• TASK: Print all the data below exactly, without images.

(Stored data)
____________________

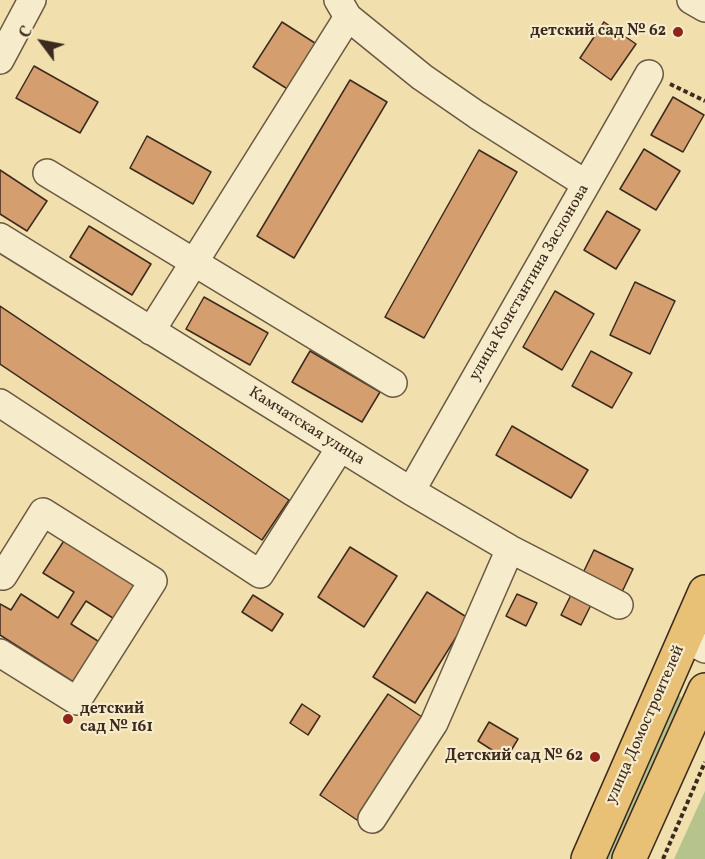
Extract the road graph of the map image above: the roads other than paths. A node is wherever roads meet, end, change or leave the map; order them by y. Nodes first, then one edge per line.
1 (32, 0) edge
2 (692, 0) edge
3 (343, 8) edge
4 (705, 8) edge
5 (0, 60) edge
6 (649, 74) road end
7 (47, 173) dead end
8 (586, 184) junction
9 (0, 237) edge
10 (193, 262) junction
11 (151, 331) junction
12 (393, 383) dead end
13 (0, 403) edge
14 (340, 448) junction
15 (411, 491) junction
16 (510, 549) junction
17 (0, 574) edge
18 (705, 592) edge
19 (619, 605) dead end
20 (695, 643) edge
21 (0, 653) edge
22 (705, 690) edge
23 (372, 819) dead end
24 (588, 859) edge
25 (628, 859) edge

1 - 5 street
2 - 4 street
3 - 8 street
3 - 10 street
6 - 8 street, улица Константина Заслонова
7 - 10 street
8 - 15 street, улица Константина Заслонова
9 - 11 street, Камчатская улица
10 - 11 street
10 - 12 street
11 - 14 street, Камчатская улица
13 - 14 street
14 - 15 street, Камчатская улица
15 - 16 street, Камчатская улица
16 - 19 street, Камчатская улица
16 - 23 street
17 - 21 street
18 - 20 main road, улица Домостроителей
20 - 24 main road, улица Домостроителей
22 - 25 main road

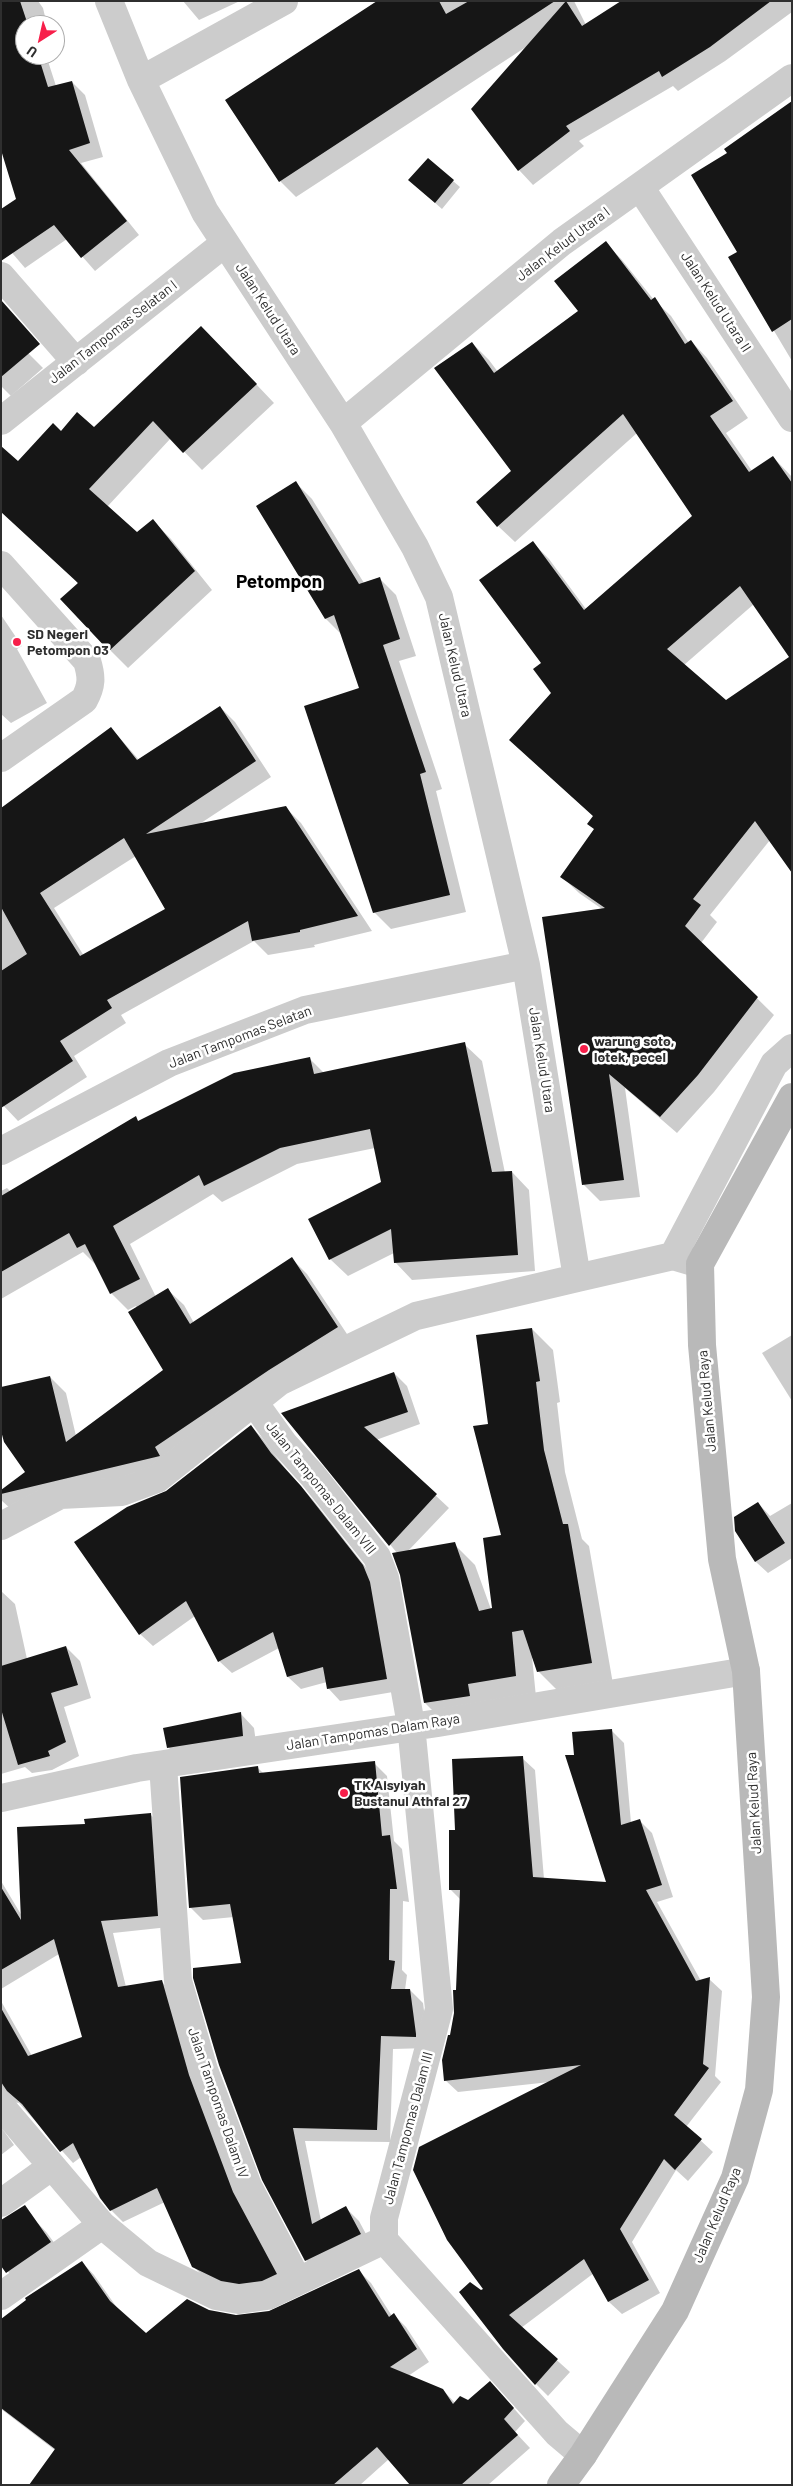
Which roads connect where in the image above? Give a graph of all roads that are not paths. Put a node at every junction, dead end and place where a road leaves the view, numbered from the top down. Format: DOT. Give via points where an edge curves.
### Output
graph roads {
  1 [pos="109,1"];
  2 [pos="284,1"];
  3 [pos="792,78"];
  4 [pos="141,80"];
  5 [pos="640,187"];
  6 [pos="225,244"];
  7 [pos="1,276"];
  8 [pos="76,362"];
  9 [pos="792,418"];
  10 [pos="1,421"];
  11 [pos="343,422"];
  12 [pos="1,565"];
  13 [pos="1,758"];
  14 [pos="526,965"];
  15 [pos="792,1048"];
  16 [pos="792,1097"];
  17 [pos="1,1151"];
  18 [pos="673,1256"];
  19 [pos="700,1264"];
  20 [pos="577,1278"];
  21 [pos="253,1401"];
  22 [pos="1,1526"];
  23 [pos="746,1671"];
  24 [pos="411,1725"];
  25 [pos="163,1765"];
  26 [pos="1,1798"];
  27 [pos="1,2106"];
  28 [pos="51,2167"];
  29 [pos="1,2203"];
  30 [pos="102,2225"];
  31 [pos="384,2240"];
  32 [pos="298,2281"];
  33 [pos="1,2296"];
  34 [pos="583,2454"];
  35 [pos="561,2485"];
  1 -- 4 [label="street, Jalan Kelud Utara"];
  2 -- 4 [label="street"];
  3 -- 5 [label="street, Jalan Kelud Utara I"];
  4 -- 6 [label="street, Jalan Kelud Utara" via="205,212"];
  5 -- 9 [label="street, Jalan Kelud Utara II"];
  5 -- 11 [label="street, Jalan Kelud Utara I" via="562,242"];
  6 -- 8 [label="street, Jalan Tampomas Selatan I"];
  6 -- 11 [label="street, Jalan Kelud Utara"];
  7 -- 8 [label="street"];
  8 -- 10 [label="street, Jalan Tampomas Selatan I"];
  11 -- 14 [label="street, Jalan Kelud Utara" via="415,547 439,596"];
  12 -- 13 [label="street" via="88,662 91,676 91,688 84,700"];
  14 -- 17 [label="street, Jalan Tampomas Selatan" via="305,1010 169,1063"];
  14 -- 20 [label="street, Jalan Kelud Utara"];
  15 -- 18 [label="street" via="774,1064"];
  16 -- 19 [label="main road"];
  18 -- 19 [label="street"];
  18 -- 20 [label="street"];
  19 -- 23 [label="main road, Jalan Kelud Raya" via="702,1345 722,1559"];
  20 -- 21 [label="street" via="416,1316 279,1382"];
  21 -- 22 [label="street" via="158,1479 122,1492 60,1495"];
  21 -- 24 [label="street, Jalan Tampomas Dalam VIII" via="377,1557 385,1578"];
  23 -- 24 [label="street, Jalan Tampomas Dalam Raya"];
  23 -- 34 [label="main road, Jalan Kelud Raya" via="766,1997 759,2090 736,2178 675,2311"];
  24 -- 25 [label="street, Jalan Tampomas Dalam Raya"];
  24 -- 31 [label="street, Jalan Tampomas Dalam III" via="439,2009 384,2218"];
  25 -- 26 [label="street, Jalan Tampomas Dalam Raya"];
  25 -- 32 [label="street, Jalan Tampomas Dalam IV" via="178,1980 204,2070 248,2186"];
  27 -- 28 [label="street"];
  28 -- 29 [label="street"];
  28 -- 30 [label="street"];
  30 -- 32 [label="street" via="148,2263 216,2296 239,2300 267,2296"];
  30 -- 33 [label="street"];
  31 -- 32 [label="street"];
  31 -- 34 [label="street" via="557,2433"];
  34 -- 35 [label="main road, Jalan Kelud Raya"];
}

____________________

• EXERCISE RESPONSE:
Extract the road graph of the map image above: the roads other than paths. A node is wherever roads meet, end, change or leave the map; order them by y. Nodes first, then one edge per line.
1 (32, 0) edge
2 (692, 0) edge
3 (343, 8) edge
4 (705, 8) edge
5 (0, 60) edge
6 (649, 74) road end
7 (47, 173) dead end
8 (586, 184) junction
9 (0, 237) edge
10 (193, 262) junction
11 (151, 331) junction
12 (393, 383) dead end
13 (0, 403) edge
14 (340, 448) junction
15 (411, 491) junction
16 (510, 549) junction
17 (0, 574) edge
18 (705, 592) edge
19 (619, 605) dead end
20 (695, 643) edge
21 (0, 653) edge
22 (705, 690) edge
23 (372, 819) dead end
24 (588, 859) edge
25 (628, 859) edge

1 - 5 street
2 - 4 street
3 - 8 street
3 - 10 street
6 - 8 street, улица Константина Заслонова
7 - 10 street
8 - 15 street, улица Константина Заслонова
9 - 11 street, Камчатская улица
10 - 11 street
10 - 12 street
11 - 14 street, Камчатская улица
13 - 14 street
14 - 15 street, Камчатская улица
15 - 16 street, Камчатская улица
16 - 19 street, Камчатская улица
16 - 23 street
17 - 21 street
18 - 20 main road, улица Домостроителей
20 - 24 main road, улица Домостроителей
22 - 25 main road

Which roads connect where in the image above? Give a graph of all roads that are not paths. Put a node at every junction, dead end and place where a road leaves the view, numbered from the top down. Format: DOT. Give via points where an edge curves.
### Output
graph roads {
  1 [pos="109,1"];
  2 [pos="284,1"];
  3 [pos="792,78"];
  4 [pos="141,80"];
  5 [pos="640,187"];
  6 [pos="225,244"];
  7 [pos="1,276"];
  8 [pos="76,362"];
  9 [pos="792,418"];
  10 [pos="1,421"];
  11 [pos="343,422"];
  12 [pos="1,565"];
  13 [pos="1,758"];
  14 [pos="526,965"];
  15 [pos="792,1048"];
  16 [pos="792,1097"];
  17 [pos="1,1151"];
  18 [pos="673,1256"];
  19 [pos="700,1264"];
  20 [pos="577,1278"];
  21 [pos="253,1401"];
  22 [pos="1,1526"];
  23 [pos="746,1671"];
  24 [pos="411,1725"];
  25 [pos="163,1765"];
  26 [pos="1,1798"];
  27 [pos="1,2106"];
  28 [pos="51,2167"];
  29 [pos="1,2203"];
  30 [pos="102,2225"];
  31 [pos="384,2240"];
  32 [pos="298,2281"];
  33 [pos="1,2296"];
  34 [pos="583,2454"];
  35 [pos="561,2485"];
  1 -- 4 [label="street, Jalan Kelud Utara"];
  2 -- 4 [label="street"];
  3 -- 5 [label="street, Jalan Kelud Utara I"];
  4 -- 6 [label="street, Jalan Kelud Utara" via="205,212"];
  5 -- 9 [label="street, Jalan Kelud Utara II"];
  5 -- 11 [label="street, Jalan Kelud Utara I" via="562,242"];
  6 -- 8 [label="street, Jalan Tampomas Selatan I"];
  6 -- 11 [label="street, Jalan Kelud Utara"];
  7 -- 8 [label="street"];
  8 -- 10 [label="street, Jalan Tampomas Selatan I"];
  11 -- 14 [label="street, Jalan Kelud Utara" via="415,547 439,596"];
  12 -- 13 [label="street" via="88,662 91,676 91,688 84,700"];
  14 -- 17 [label="street, Jalan Tampomas Selatan" via="305,1010 169,1063"];
  14 -- 20 [label="street, Jalan Kelud Utara"];
  15 -- 18 [label="street" via="774,1064"];
  16 -- 19 [label="main road"];
  18 -- 19 [label="street"];
  18 -- 20 [label="street"];
  19 -- 23 [label="main road, Jalan Kelud Raya" via="702,1345 722,1559"];
  20 -- 21 [label="street" via="416,1316 279,1382"];
  21 -- 22 [label="street" via="158,1479 122,1492 60,1495"];
  21 -- 24 [label="street, Jalan Tampomas Dalam VIII" via="377,1557 385,1578"];
  23 -- 24 [label="street, Jalan Tampomas Dalam Raya"];
  23 -- 34 [label="main road, Jalan Kelud Raya" via="766,1997 759,2090 736,2178 675,2311"];
  24 -- 25 [label="street, Jalan Tampomas Dalam Raya"];
  24 -- 31 [label="street, Jalan Tampomas Dalam III" via="439,2009 384,2218"];
  25 -- 26 [label="street, Jalan Tampomas Dalam Raya"];
  25 -- 32 [label="street, Jalan Tampomas Dalam IV" via="178,1980 204,2070 248,2186"];
  27 -- 28 [label="street"];
  28 -- 29 [label="street"];
  28 -- 30 [label="street"];
  30 -- 32 [label="street" via="148,2263 216,2296 239,2300 267,2296"];
  30 -- 33 [label="street"];
  31 -- 32 [label="street"];
  31 -- 34 [label="street" via="557,2433"];
  34 -- 35 [label="main road, Jalan Kelud Raya"];
}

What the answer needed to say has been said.